Robert Quarry

President of the Council & Acting Governor of Charles Town 1685

In the short space of four years, from 1682 till 1686, there were no less than five Governors; Joseph Morton, Joseph West, Richard Kyrle, Robert Quarry, and James Colleton.

Soon after Governor Joseph Morton was superseded by Sir Richard Kyrle, an Irish gentleman, who died within a month after his arrival in the country. After his decease, Joseph West was again elected by the Executive Council as President and Acting Governor of Charles Town. He held this office from August of 1684 to July of 1685, when he resigned.

Colonel Robert Quarry was then chosen his successor. He was elected President of the Executive Council and Acting Governor from July to October of 1685. During the time of his government, a number of pirates put into Charles Town, and purchased provisions with their Spanish gold and silver.

Those public robbers, instead of being taken and tried by the laws of England, were treated with great civility and friendship, in violation of the laws of nations. Whether the governor was ignorant of the treaty made with Spain, by which England had withdrawn her former toleration from these plunderers of the Spanish dominions; or whether he was afraid to bring them to trial from the notorious courage of their companions in the West Indies, we have not sufficient authority to affirm.

But one thing is certain, that King Charles II for several years after the restoration, winked at their depredations, and many of them performed such valiant actions as, in a good cause, had justly merited honors and rewards. Even as the case was, King Charles II, out of mere whim, knighted Henry Morgan, a Welshman, who had plundered Porto Bello and Panama, and carried off large treasures from them. For several years so formidable was this body of plunderers in the West Indies, that they struck a terror into every quarter of the Spanish dominions.

Their gold and silver, which these pirates lavishly spent in the colony, ensured to them a kind reception among the Carolinians, who opened their ports to them freely, and furnished them with necessaries. They could purchase the favor of the governor, and the friendship of the people, for what they deemed a trifling consideration. Leaving their gold and silver behind them, for clothes, arms, ammunition and provisions, they embarked in quest of more.

However, the Lords Proprietors, having intelligence of the encouragement given to pirates by Acting Governor Robert Quarry, dismissed him from the office he held; and, in October of 1685, Landgrave Joseph Morton was reinstated in the government of the colony.

On June 3, 1684, Robert Quarry was commissioned Clerk of the Crown. On the same date (another sources says June 9th), Robert Quarry was appointed as a Deputy of Thomas Amy, a Trustee for the Lords Proprietors. On February 20, 1684/5, Robert Quarry was commissioned as Receiver General and Escheater. On March 20, 1684/5, Robert Quarry was commissioned as Secretary.
The splendid adventures of certain buccaneers, during the former century, had thrown a veil over the criminal part of their conduct; and piracy became a fashionable vice. King Charles II, in a paroxysm of folly, conferred the honor of knighthood upon Henry Morgan, who had distinguished himself at Panama and Porto Bello, by his piratical adventures; but it never was suspected that piracy had need of royal patronage.

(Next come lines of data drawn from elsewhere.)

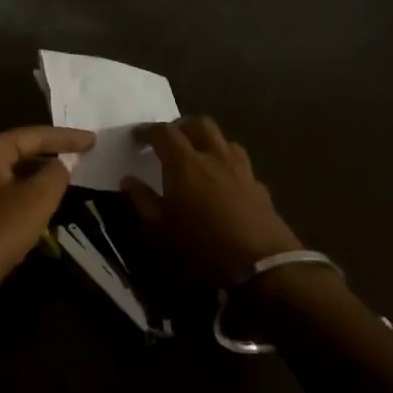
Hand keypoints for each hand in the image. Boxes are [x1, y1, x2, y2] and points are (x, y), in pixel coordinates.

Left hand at [0, 125, 95, 319]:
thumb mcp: (37, 199)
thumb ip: (55, 174)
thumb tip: (58, 166)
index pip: (33, 135)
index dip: (66, 137)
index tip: (94, 140)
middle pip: (19, 152)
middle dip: (50, 155)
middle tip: (82, 156)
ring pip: (11, 175)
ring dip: (38, 178)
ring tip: (66, 180)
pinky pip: (3, 195)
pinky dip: (24, 196)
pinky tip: (41, 208)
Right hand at [122, 117, 301, 287]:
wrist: (262, 268)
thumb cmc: (201, 248)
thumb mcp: (158, 230)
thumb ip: (141, 200)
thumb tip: (129, 180)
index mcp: (185, 163)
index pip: (164, 132)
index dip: (147, 131)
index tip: (136, 138)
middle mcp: (215, 157)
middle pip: (200, 124)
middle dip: (181, 127)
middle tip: (169, 141)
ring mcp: (242, 170)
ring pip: (225, 140)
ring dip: (208, 142)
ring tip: (197, 158)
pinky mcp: (261, 188)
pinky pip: (241, 165)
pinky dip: (227, 166)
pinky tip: (223, 184)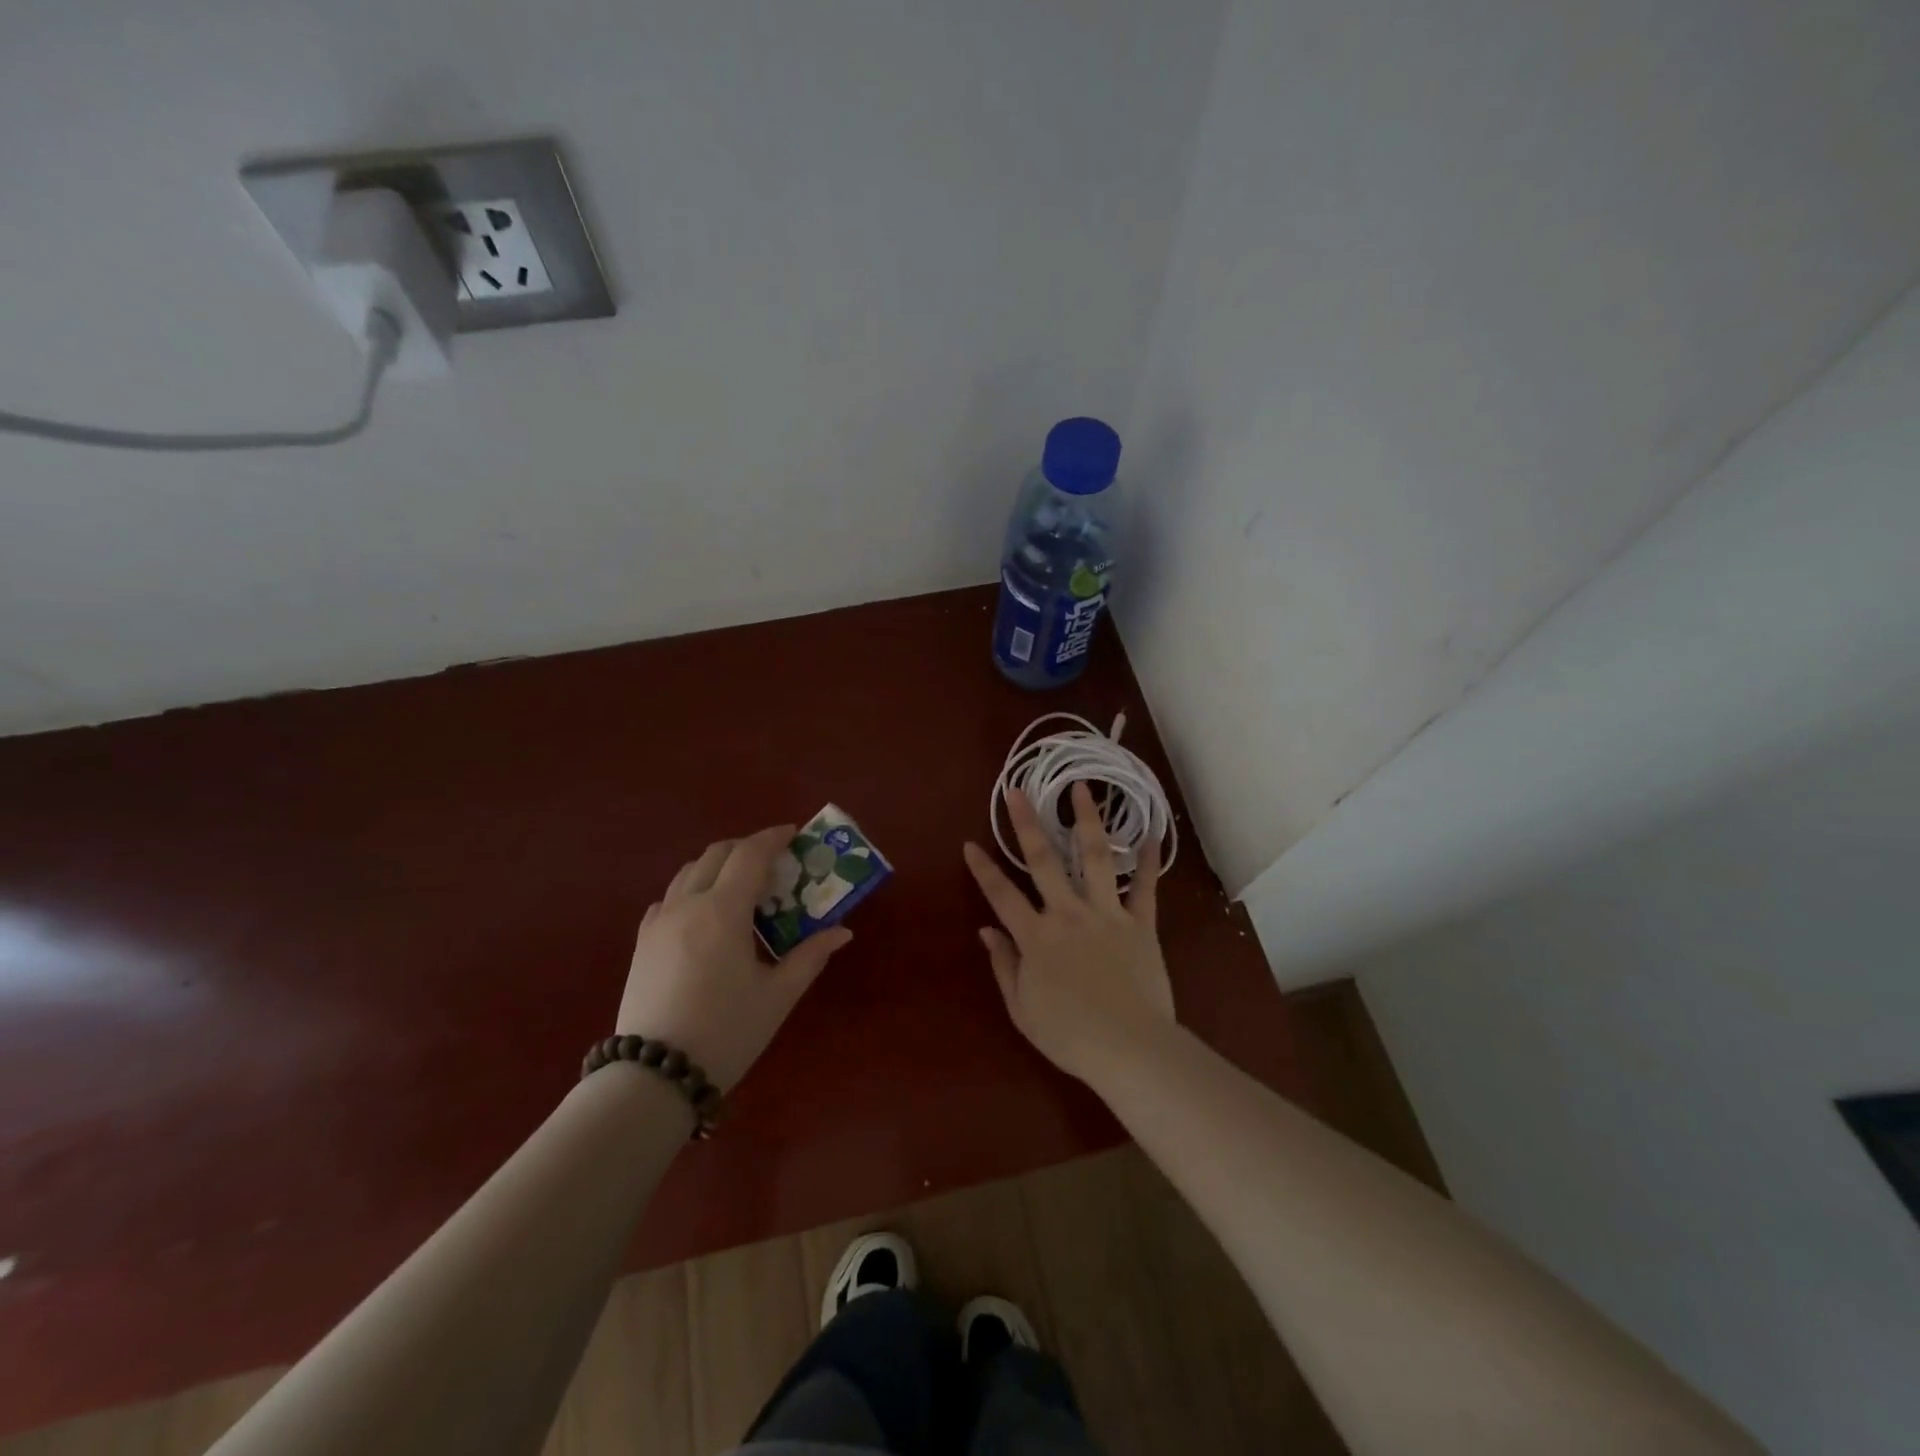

One of the acting governors of South Carolina, Robert Quarry, was degraded for harboring pirates; and the character of Fletcher, a governor of New York, was stained with the same reproach.

Instructions to James Colleton, Governor of the Province of Carolina, South and West of Cape Fear

March 3, 1687. These include orders to arrest Governor Joseph Morton to answer the complaint against him of encouraging privateers; to arrest Robert Quarry if one Browne, whom he entertained, prove to be not a trader but a pirate; and several other more relating to the harbouring and abetting of pirates.

Bath (for Lord Carteret)
P. Colleton

Imperial control as a remedy for colonial ills was advocated, not merely by interested merchants and zealous officials in England; it was also urged by a small but energetic party in America, including certain officers of the British customs service.

Edward Randolph, for instance, was again busily engaged in writing reports on the violation of the navigation acts in various colonies, and occasionally quarrelling with less zealous officials. Another important representative of the same class was Robert Quarry, for a time Councillor and Acting Governor of South Carolina, afterwards an admiralty judge in the middle colonies, and finally surveyor-general of customs for North America.

Robert Quarry made himself particularly obnoxious to William Penn by his incessant complaints of misgovernment in Pennsylvania. (circa 1689).